Senate Bill 600, in a 24-3 vote, was sent to the House by the Arkansas Senate on Monday. According to NWA Online, the bill would require the state Department of Workforce Services to “establish and administer a two-year pilot program of suspicion-based drug screening and testing for each applicant and recipient for the Temporary Assistance for Needy Families Program.”
This new bill states that anyone applying for or receiving assistance from the Temporary Assistance for Needy Families program will be required to take a drug test if their drug screening provides reasonable cause for suspicion.
According to Sen. Blake Johnson, R-Corning, who proposed Bill 600, applicants will be given a written questionnaire, and depending on their responses, drug testing will be performed if the Department “has a reasonable suspicion that the applicant has engaged in drug use.”

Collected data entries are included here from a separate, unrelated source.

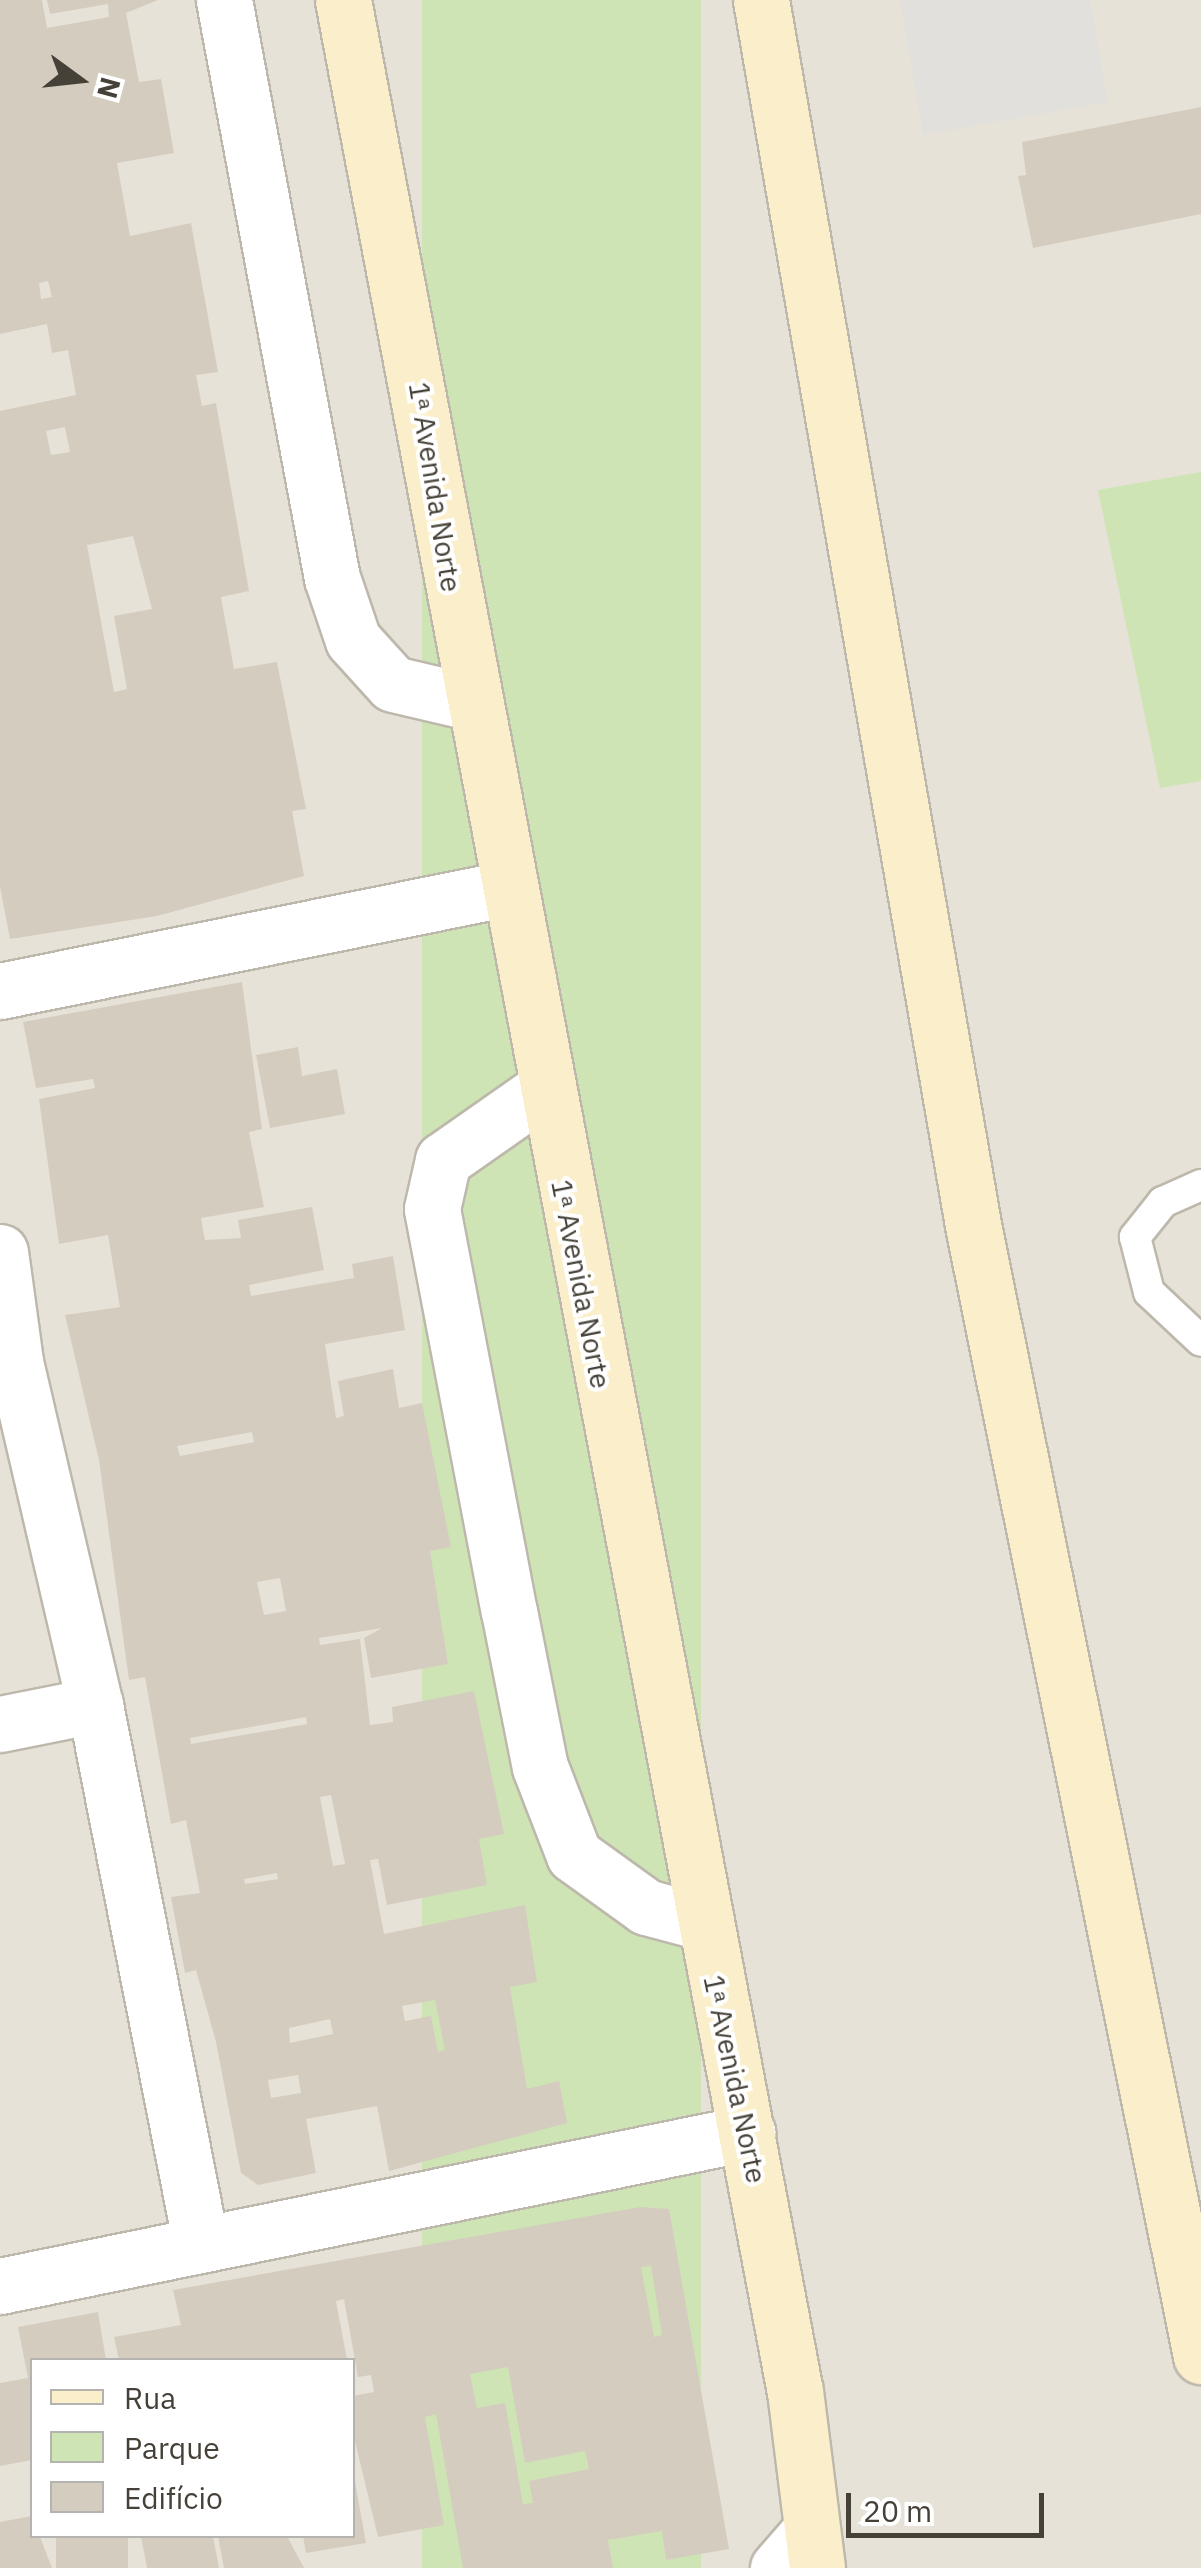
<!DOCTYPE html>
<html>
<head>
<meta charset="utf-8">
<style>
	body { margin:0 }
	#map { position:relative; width:1201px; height:2568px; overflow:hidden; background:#f3f0e9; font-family:"IBM Plex Sans",sans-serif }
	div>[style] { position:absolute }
	.residential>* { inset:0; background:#e7e2d7 }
	.green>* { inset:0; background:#cfe4b5; transform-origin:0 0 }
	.parking>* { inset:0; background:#e2e0dd }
	.building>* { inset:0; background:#d4ccbf; transform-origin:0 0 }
	.roads { filter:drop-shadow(2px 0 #beb8ac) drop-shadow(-2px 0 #beb8ac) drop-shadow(0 2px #beb8ac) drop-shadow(0 -2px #beb8ac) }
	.lane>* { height:30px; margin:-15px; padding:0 15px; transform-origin:15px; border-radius:15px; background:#fff }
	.street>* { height:55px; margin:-27.5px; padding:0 27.5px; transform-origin:27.5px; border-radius:27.5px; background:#fff }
	.secondary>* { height:55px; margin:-27.5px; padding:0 27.5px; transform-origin:27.5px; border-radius:27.5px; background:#fbefcb }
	span { translate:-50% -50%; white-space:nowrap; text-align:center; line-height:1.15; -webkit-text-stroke:8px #fff; paint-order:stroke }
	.street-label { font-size:28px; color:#464138 }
	.legend { position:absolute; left:30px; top:2358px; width:325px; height:180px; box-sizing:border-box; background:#fff; border:2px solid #b5b3af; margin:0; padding:12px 18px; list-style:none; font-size:30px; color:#464138 }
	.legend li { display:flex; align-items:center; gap:20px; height:50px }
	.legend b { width:50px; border:2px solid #b5b3af }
	.north { position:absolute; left:30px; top:30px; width:100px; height:100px; -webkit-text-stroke:8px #fff; paint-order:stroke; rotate:105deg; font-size:28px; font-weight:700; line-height:40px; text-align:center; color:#464138 }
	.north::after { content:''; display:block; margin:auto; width:35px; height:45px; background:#464138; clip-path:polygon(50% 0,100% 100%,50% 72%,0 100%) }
	.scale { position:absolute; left:846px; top:2493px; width:198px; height:45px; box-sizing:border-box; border:5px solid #464138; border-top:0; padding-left:12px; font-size:30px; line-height:35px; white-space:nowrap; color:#464138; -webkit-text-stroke:8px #fff; paint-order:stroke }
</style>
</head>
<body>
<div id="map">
	<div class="residential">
		<i style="clip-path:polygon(evenodd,0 0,1201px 0,1201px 2568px,0 2568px,0 0,32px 2360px,352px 2360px,352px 2536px,32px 2536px,32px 2360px)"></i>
	</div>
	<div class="green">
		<i style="left:422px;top:0;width:279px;height:2611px"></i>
		<i style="clip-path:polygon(1201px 472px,1201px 781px,1160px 788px,1098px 490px)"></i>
	</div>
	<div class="parking">
		<i style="clip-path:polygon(900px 0,1090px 0,1108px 102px,923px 135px)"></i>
	</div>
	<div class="building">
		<i style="clip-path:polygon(evenodd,0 0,42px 0,47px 28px,109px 17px,108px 4px,50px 14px,47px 0,158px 0,126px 13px,139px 82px,161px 79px,174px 153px,117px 163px,130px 236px,191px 223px,218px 372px,196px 375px,202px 406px,216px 403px,249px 591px,221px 597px,234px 669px,277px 662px,306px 809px,292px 811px,304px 876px,157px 916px,10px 939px,0 887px,0 411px,76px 395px,68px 350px,52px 353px,47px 324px,0 334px,0 0,48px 281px,52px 297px,41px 299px,39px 283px,48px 281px,0 0,65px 427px,70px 452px,51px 455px,46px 431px,65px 427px,0 0,133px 536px,152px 609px,114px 616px,127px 689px,114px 692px,87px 545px,133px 536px)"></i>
		<i style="clip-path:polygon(1201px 107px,1201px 214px,1033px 248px,1018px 176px,1026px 175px,1022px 142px)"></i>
		<i style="clip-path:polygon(evenodd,242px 982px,262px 1129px,249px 1132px,264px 1207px,201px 1218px,205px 1240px,241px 1238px,238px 1220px,312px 1207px,324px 1270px,249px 1285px,251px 1296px,354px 1278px,352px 1264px,393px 1256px,405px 1330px,325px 1344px,336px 1418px,344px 1416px,338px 1381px,393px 1369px,399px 1408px,422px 1403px,451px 1547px,430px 1551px,448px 1664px,371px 1678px,364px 1638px,382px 1628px,319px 1638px,320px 1645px,360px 1639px,370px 1725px,393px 1722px,392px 1707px,474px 1691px,504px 1834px,479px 1839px,487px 1885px,387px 1905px,378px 1859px,370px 1860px,384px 1934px,525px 1905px,537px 1982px,510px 1987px,527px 2089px,559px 2081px,567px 2123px,389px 2171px,377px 2106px,306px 2119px,316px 2173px,258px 2185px,241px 2173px,216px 2042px,196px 1970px,185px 1973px,171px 1897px,200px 1893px,186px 1820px,171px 1824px,145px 1677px,129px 1680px,99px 1460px,65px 1315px,120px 1307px,108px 1235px,59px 1244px,39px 1099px,95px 1088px,93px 1079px,36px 1088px,23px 1022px,242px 982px,252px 1432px,254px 1442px,180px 1456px,177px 1446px,252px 1432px,242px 982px,280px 1578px,286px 1611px,264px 1615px,257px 1582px,280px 1578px,242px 982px,306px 1717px,307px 1724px,191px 1744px,190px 1738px,306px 1717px,242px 982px,331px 1795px,345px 1864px,333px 1866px,320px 1797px,331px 1795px,242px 982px,277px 1873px,278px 1879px,245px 1884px,244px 1879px,277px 1873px,242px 982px,435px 2000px,445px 2050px,438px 2052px,431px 2016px,405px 2021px,402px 2006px,435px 2000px,242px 982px,330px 2019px,333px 2034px,290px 2043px,289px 2028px,330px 2019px,242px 982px,298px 2075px,301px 2093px,271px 2098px,268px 2080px,298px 2075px)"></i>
		<i style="clip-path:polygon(298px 1047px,302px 1076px,337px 1069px,345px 1114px,270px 1128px,256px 1055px)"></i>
		<i style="clip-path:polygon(evenodd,640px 2207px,669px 2209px,729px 2549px,666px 2560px,662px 2531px,608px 2540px,613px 2568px,463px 2568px,436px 2414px,425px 2417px,444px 2525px,378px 2537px,352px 2429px,352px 2396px,374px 2392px,371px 2375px,358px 2377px,344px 2299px,336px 2301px,347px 2360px,119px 2360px,114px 2337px,181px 2325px,173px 2290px,640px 2207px,651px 2266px,662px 2335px,654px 2337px,641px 2267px,651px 2266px,640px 2207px,508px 2367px,525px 2463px,585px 2451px,589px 2469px,529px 2481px,533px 2503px,523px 2504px,505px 2403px,477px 2408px,470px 2374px,508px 2367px)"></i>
		<i style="clip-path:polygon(98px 2312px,106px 2360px,32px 2360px,32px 2460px,0 2466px,0 2383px,28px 2378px,18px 2327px)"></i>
		<i style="clip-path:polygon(354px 2476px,366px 2543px,306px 2553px,303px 2536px,352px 2536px)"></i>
		<i style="clip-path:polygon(32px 2516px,52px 2568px,0 2568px,0 2522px)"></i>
		<i style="left:56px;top:2536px;width:72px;height:33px"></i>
		<i style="clip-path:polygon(141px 2536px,213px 2536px,219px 2568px,147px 2568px)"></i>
		<i style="clip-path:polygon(218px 2536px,287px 2536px,304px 2568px,224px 2568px)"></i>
	</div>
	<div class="roads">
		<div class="lane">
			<i style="left:1201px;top:1185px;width:42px;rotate:155.9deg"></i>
			<i style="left:1163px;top:1202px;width:45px;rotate:128.7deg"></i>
			<i style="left:1135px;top:1237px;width:57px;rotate:75.7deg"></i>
			<i style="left:1149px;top:1292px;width:71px;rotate:43.3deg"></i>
		</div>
		<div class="street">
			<i style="left:224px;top:0;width:588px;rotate:79.42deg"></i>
			<i style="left:332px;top:578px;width:65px;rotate:71.3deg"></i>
			<i style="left:353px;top:640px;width:59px;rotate:47.7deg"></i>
			<i style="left:393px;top:684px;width:79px;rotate:13.2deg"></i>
			<i style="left:0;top:991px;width:514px;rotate:-11.44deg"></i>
			<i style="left:543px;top:1090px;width:122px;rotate:145deg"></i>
			<i style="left:443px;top:1160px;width:50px;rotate:102.7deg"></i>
			<i style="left:432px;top:1209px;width:409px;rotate:79.2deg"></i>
			<i style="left:509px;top:1611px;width:159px;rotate:78.8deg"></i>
			<i style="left:540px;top:1767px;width:94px;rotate:68.9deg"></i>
			<i style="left:574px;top:1855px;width:89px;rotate:35.8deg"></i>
			<i style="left:646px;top:1907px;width:58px;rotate:15deg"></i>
			<i style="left:0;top:1252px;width:111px;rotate:82.2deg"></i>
			<i style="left:15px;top:1362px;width:352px;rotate:76.9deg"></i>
			<i style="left:95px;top:1705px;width:550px;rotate:78.89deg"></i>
			<i style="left:0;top:1724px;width:97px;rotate:-11.3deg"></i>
			<i style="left:0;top:2286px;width:763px;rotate:-11.58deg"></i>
			<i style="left:778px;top:2568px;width:50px;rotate:-49deg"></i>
		</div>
		<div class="secondary">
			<i style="left:343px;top:0;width:2433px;rotate:79.3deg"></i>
			<i style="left:795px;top:2391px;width:178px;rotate:82.9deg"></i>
			<i style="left:761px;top:0;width:1243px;rotate:80.18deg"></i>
			<i style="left:973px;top:1225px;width:1154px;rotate:78.6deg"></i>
		</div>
	</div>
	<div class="street-label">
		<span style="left:435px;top:487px;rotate:81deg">1ᵃ Avenida Norte</span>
		<span style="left:581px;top:1284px;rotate:79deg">1ᵃ Avenida Norte</span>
		<span style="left:735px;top:2079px;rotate:78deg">1ᵃ Avenida Norte</span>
	</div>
	<ul class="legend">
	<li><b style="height:12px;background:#fbefcb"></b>Rua</li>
	<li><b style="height:28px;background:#cfe4b5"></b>Parque</li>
	<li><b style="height:28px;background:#d4ccbf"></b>Edifício</li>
	</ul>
	<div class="north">N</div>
	<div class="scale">20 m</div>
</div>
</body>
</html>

Benefits could be cancelled for up to 6 months for those who test positive for drug use or refuse to take a drug test.
The applicant will pay for the drug testing if he or she tests positive and the state will pay if the applicant does not test positive.
The House will make the final decision on whether Bill 600 will go forward. The governor of Arkansas will then have to give his sign of approval for it to be enacted as law.
The American Civil Liberties Union says drug testing welfare recipients is “unconstitutional.”
A statement posted to their website reads: “These bills are introduced by legislators based on the wrong belief that people who receive public assistance use drugs at a higher rate. This kind of drug testing is unconstitutional, scientifically unsound, fiscally irresponsible and one more way the 'war on drugs' is an unfair war on America's most vulnerable populations.”